Domain Users and Groups
FlowForce Server supports integration with directory services such as Windows Active Directory (AD) and LDAP. This makes it possible to use existing domain users and groups for authentication and authorization, instead of managing all accounts manually inside FlowForce Server.
Domain users
A domain user is an individual account stored in your directory service. These accounts are typically managed by your IT or system administrator and authenticate against the domain (so their passwords and access policies are centrally managed).
Note the following points:
•In FlowForce Server, you can import domain users so that they can log in.
•If the option Allow any domain users to log in is enabled in the Directory Service settings, any user from the configured domain can log in to FlowForce Server, even if their account was never explicitly imported.
•If the option Allow any domain users to log in is disabled, each domain user must be explicitly imported before they can authenticate. This ensures administrators can control exactly which domain accounts are allowed to access FlowForce Server.
To import domain user accounts into FlowForce Server, take the following steps:
1.Click the Settings tab of the Administration page.
2.Select the Enable check box in the Directory Services section.
3.Configure your preferred Directory Service provider as described in Directory Service.
4.Click the Users tab on the Administration page.
5.Click Import Domain Users. This opens the Import Domain Users dialog shown below.
6.If applicable, select the domain of choice from the Context drop-down list.
7.In the Search for text box, start typing the name of the user account you want to import. Partial searches are valid: For example, if you enter a value such as ad, the accounts Administrators, Admanager, and Admin are retrieved from the LDAP server or Active Directory and shown in the dialog.
In the case of Active Directory, FlowForce Server uses the Ambiguous Name Resolution (ANR) search algorithm that allows you to specify complex search conditions in a single clause. For example, you can retrieve the account of a person named Jim Smith by typing ji sm. See the Microsoft documentation for further information about Ambiguous Name Resolution in Active Directory.

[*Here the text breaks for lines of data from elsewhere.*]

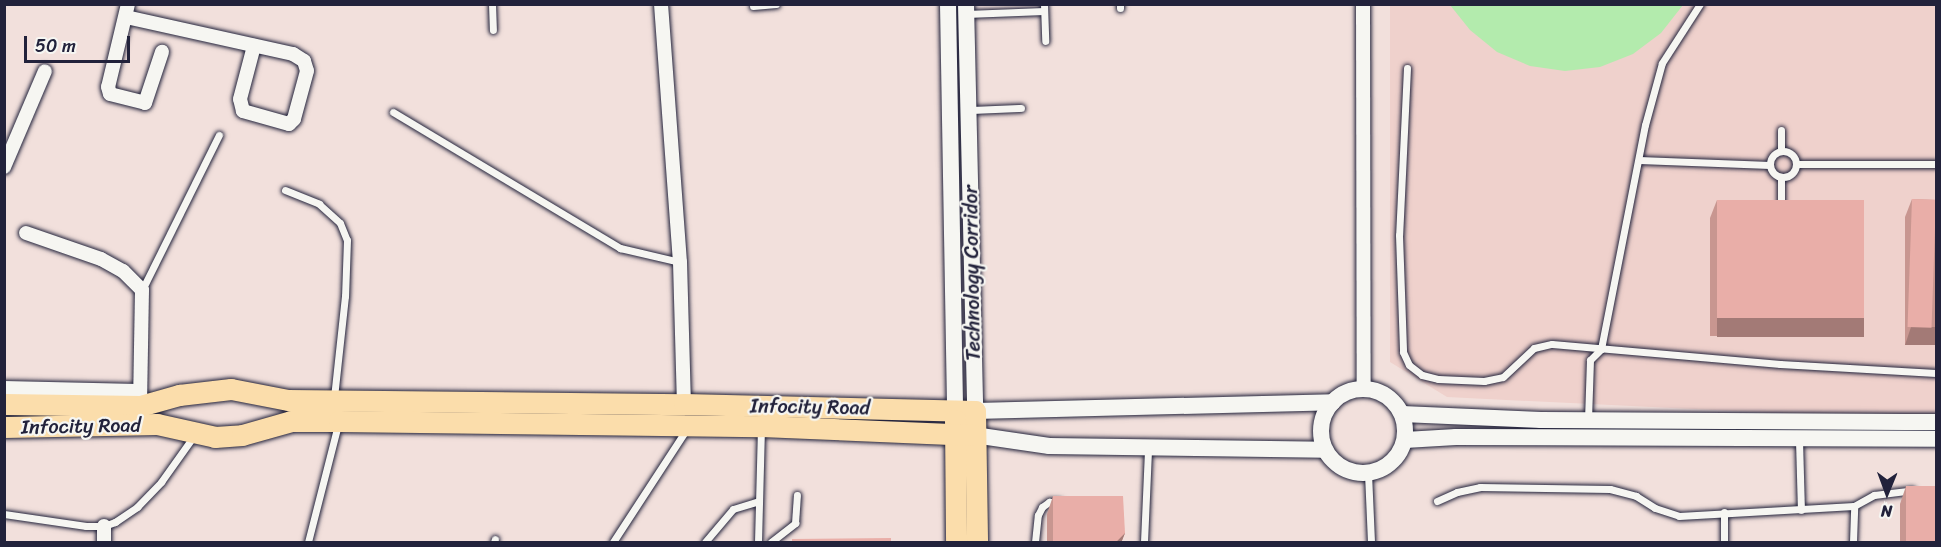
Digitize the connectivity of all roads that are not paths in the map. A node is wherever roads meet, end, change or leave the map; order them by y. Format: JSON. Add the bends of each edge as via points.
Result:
{"nodes":[{"id":1,"x":492,"y":4,"type":"edge"},
{"id":2,"x":661,"y":4,"type":"edge"},
{"id":3,"x":776,"y":4,"type":"edge"},
{"id":4,"x":948,"y":4,"type":"edge"},
{"id":5,"x":1362,"y":4,"type":"edge"},
{"id":6,"x":1700,"y":4,"type":"edge"},
{"id":7,"x":753,"y":6,"type":"dead end"},
{"id":8,"x":1044,"y":8,"type":"edge"},
{"id":9,"x":966,"y":9,"type":"edge"},
{"id":10,"x":127,"y":11,"type":"edge"},
{"id":11,"x":493,"y":30,"type":"dead end"},
{"id":12,"x":1044,"y":41,"type":"dead end"},
{"id":13,"x":254,"y":46,"type":"junction"},
{"id":14,"x":162,"y":52,"type":"dead end"},
{"id":15,"x":1407,"y":68,"type":"dead end"},
{"id":16,"x":45,"y":72,"type":"dead end"},
{"id":17,"x":1022,"y":108,"type":"dead end"},
{"id":18,"x":969,"y":110,"type":"junction"},
{"id":19,"x":393,"y":112,"type":"dead end"},
{"id":20,"x":1781,"y":130,"type":"dead end"},
{"id":21,"x":219,"y":135,"type":"dead end"},
{"id":22,"x":1781,"y":151,"type":"junction"},
{"id":23,"x":8,"y":152,"type":"edge"},
{"id":24,"x":1639,"y":160,"type":"junction"},
{"id":25,"x":1796,"y":164,"type":"junction"},
{"id":26,"x":1936,"y":164,"type":"edge"},
{"id":27,"x":1770,"y":165,"type":"junction"},
{"id":28,"x":4,"y":167,"type":"edge"},
{"id":29,"x":1781,"y":177,"type":"junction"},
{"id":30,"x":285,"y":189,"type":"dead end"},
{"id":31,"x":1781,"y":208,"type":"edge"},
{"id":32,"x":26,"y":233,"type":"dead end"},
{"id":33,"x":680,"y":262,"type":"junction"},
{"id":34,"x":142,"y":290,"type":"junction"},
{"id":35,"x":1601,"y":349,"type":"junction"},
{"id":36,"x":1936,"y":373,"type":"edge"},
{"id":37,"x":4,"y":388,"type":"edge"},
{"id":38,"x":1364,"y":389,"type":"junction"},
{"id":39,"x":333,"y":399,"type":"junction"},
{"id":40,"x":288,"y":400,"type":"junction"},
{"id":41,"x":1333,"y":402,"type":"junction"},
{"id":42,"x":684,"y":404,"type":"junction"},
{"id":43,"x":4,"y":405,"type":"edge"},
{"id":44,"x":148,"y":406,"type":"junction"},
{"id":45,"x":965,"y":411,"type":"junction"},
{"id":46,"x":1402,"y":414,"type":"junction"},
{"id":47,"x":1588,"y":420,"type":"junction"},
{"id":48,"x":291,"y":421,"type":"junction"},
{"id":49,"x":339,"y":421,"type":"junction"},
{"id":50,"x":1936,"y":422,"type":"edge"},
{"id":51,"x":689,"y":425,"type":"junction"},
{"id":52,"x":761,"y":426,"type":"junction"},
{"id":53,"x":4,"y":427,"type":"edge"},
{"id":54,"x":964,"y":434,"type":"junction"},
{"id":55,"x":194,"y":435,"type":"junction"},
{"id":56,"x":1405,"y":440,"type":"junction"},
{"id":57,"x":1799,"y":440,"type":"junction"},
{"id":58,"x":1936,"y":440,"type":"edge"},
{"id":59,"x":1148,"y":447,"type":"junction"},
{"id":60,"x":1325,"y":450,"type":"junction"},
{"id":61,"x":1368,"y":473,"type":"junction"},
{"id":62,"x":1925,"y":490,"type":"edge"},
{"id":63,"x":797,"y":495,"type":"dead end"},
{"id":64,"x":759,"y":501,"type":"junction"},
{"id":65,"x":1437,"y":501,"type":"dead end"},
{"id":66,"x":1070,"y":502,"type":"edge"},
{"id":67,"x":1854,"y":506,"type":"junction"},
{"id":68,"x":1802,"y":510,"type":"junction"},
{"id":69,"x":1724,"y":512,"type":"junction"},
{"id":70,"x":4,"y":514,"type":"edge"},
{"id":71,"x":104,"y":526,"type":"junction"},
{"id":72,"x":104,"y":543,"type":"edge"},
{"id":73,"x":308,"y":543,"type":"edge"},
{"id":74,"x":613,"y":543,"type":"edge"},
{"id":75,"x":705,"y":543,"type":"edge"},
{"id":76,"x":758,"y":543,"type":"edge"},
{"id":77,"x":771,"y":543,"type":"edge"},
{"id":78,"x":956,"y":543,"type":"edge"},
{"id":79,"x":977,"y":543,"type":"edge"},
{"id":80,"x":1035,"y":543,"type":"edge"},
{"id":81,"x":1144,"y":543,"type":"edge"},
{"id":82,"x":1371,"y":543,"type":"edge"},
{"id":83,"x":1724,"y":543,"type":"edge"},
{"id":84,"x":1853,"y":543,"type":"edge"}],
"edges":[{"from":1,"to":11,"type":"lane"},
{"from":2,"to":33,"type":"street"},
{"from":3,"to":7,"type":"lane"},
{"from":4,"to":45,"type":"street"},
{"from":5,"to":38,"type":"street"},
{"from":6,"to":24,"type":"lane","via":[[1662,63]]},
{"from":8,"to":9,"type":"lane"},
{"from":8,"to":12,"type":"lane"},
{"from":9,"to":18,"type":"street","name":"Technology Corridor"},
{"from":10,"to":13,"type":"street"},
{"from":10,"to":14,"type":"street","via":[[108,87],[110,94],[145,103]]},
{"from":13,"to":13,"type":"street","via":[[240,99],[243,111],[289,124],[294,119],[307,71],[304,61],[293,54]]},
{"from":15,"to":35,"type":"lane","via":[[1399,235],[1402,352],[1409,365],[1438,380],[1484,381],[1503,377],[1534,348],[1552,344]]},
{"from":16,"to":23,"type":"street"},
{"from":17,"to":18,"type":"lane"},
{"from":18,"to":45,"type":"street","name":"Technology Corridor"},
{"from":19,"to":33,"type":"lane","via":[[620,248]]},
{"from":20,"to":22,"type":"lane"},
{"from":21,"to":34,"type":"lane"},
{"from":22,"to":25,"type":"lane","via":[[1790,153]]},
{"from":22,"to":27,"type":"lane","via":[[1773,156]]},
{"from":23,"to":28,"type":"street"},
{"from":24,"to":27,"type":"lane"},
{"from":24,"to":35,"type":"lane"},
{"from":25,"to":26,"type":"lane"},
{"from":25,"to":29,"type":"lane","via":[[1791,174]]},
{"from":27,"to":29,"type":"lane"},
{"from":29,"to":31,"type":"lane"},
{"from":30,"to":39,"type":"lane","via":[[319,204],[340,223],[347,240]]},
{"from":32,"to":34,"type":"street","via":[[101,259],[123,271]]},
{"from":33,"to":42,"type":"street"},
{"from":34,"to":44,"type":"street"},
{"from":35,"to":36,"type":"lane"},
{"from":35,"to":47,"type":"lane","via":[[1590,360]]},
{"from":37,"to":44,"type":"street"},
{"from":38,"to":41,"type":"street"},
{"from":38,"to":46,"type":"street","via":[[1386,395]]},
{"from":39,"to":40,"type":"main road","name":"Infocity Road"},
{"from":39,"to":42,"type":"main road","name":"Infocity Road"},
{"from":40,"to":44,"type":"main road","name":"Infocity Road","via":[[231,389],[180,395]]},
{"from":40,"to":48,"type":"main road","via":[[293,411]]},
{"from":41,"to":45,"type":"street","name":"Infocity Road"},
{"from":41,"to":60,"type":"street","via":[[1321,424]]},
{"from":42,"to":45,"type":"main road","name":"Infocity Road"},
{"from":43,"to":44,"type":"main road","name":"Infocity Road"},
{"from":44,"to":53,"type":"main road","name":"Infocity Road"},
{"from":44,"to":55,"type":"main road","name":"Infocity Road"},
{"from":45,"to":54,"type":"main road"},
{"from":46,"to":47,"type":"street"},
{"from":46,"to":56,"type":"street"},
{"from":47,"to":50,"type":"street"},
{"from":48,"to":49,"type":"main road","name":"Infocity Road"},
{"from":48,"to":55,"type":"main road","name":"Infocity Road","via":[[242,435]]},
{"from":49,"to":51,"type":"main road","name":"Infocity Road"},
{"from":49,"to":73,"type":"lane"},
{"from":51,"to":52,"type":"main road","name":"Infocity Road"},
{"from":51,"to":74,"type":"lane"},
{"from":52,"to":54,"type":"main road","name":"Infocity Road"},
{"from":52,"to":64,"type":"lane"},
{"from":54,"to":59,"type":"street","name":"Infocity Road","via":[[1049,446]]},
{"from":54,"to":78,"type":"main road"},
{"from":54,"to":79,"type":"main road"},
{"from":55,"to":71,"type":"lane","via":[[137,507]]},
{"from":56,"to":57,"type":"street"},
{"from":56,"to":61,"type":"street","via":[[1392,462]]},
{"from":57,"to":58,"type":"street"},
{"from":57,"to":68,"type":"lane"},
{"from":59,"to":60,"type":"street","name":"Infocity Road"},
{"from":59,"to":81,"type":"lane"},
{"from":60,"to":61,"type":"street","via":[[1340,467]]},
{"from":61,"to":82,"type":"lane"},
{"from":62,"to":67,"type":"lane","via":[[1874,495]]},
{"from":63,"to":77,"type":"lane","via":[[795,523]]},
{"from":64,"to":75,"type":"lane","via":[[733,509]]},
{"from":64,"to":76,"type":"lane"},
{"from":65,"to":69,"type":"lane","via":[[1480,487],[1610,489],[1679,516]]},
{"from":66,"to":80,"type":"lane","via":[[1049,502],[1042,507]]},
{"from":67,"to":68,"type":"lane"},
{"from":67,"to":84,"type":"lane"},
{"from":68,"to":69,"type":"lane"},
{"from":69,"to":83,"type":"lane"},
{"from":70,"to":71,"type":"lane"},
{"from":71,"to":72,"type":"street"}]}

8.Select the records you want to import and click Import Selected.
Domain roles
A domain group is a collection of domain users defined in your directory service (e.g., a group called Accounting might contain all accountants in the company). Groups are used in AD/LDAP to simplify access management: Administrators assign privileges to the group, and all members automatically inherit those privileges.
Note the following important aspects:
•When you import a domain group into FlowForce Server, it becomes available as a role to which you can assign privileges.
•All members of the domain group automatically inherit these FlowForce privileges when they log in.
•Importing a domain group does not automatically allow its members to log in. Unless the option Allow any domain users to log in is enabled in the Directory Service settings, individual user accounts must also be imported into FlowForce Server.
•FlowForce Server checks the current membership of the domain group each time a user logs in. Therefore, any changes made in AD/LDAP (such as adding or removing users from the group) are immediately reflected in FlowForce Server.
•The membership of domain groups is managed externally in AD/LDAP, not inside FlowForce Server.
To import domain roles into FlowForce Server, take the following steps:
1.Click the Roles tab on the Administration page.
2.Click Import Domain Roles.
3.Follow the steps 6-8 above.
Domains and domain trusts
You can see the list of available domains on the login page and in the following sections of the Administration page:
•In the dialog box Import Domain Users in the Users tab
•In the dialog box Import Domain Roles in the Roles tab
•In the Settings tab.
Currently, only the following domains are visible in FlowForce Server: the domain with the machine on which FlowForce Server is installed and any domains from the same forest to which this machine belongs. However, other trusted domains connected via the external, forest, realm and shortcut trusts are not supported and cannot be seen in the list of available domains in FlowForce Server.
Note: To run a job, you can use any user credentials accepted by Windows. In this case, Windows will take care of the external trusts.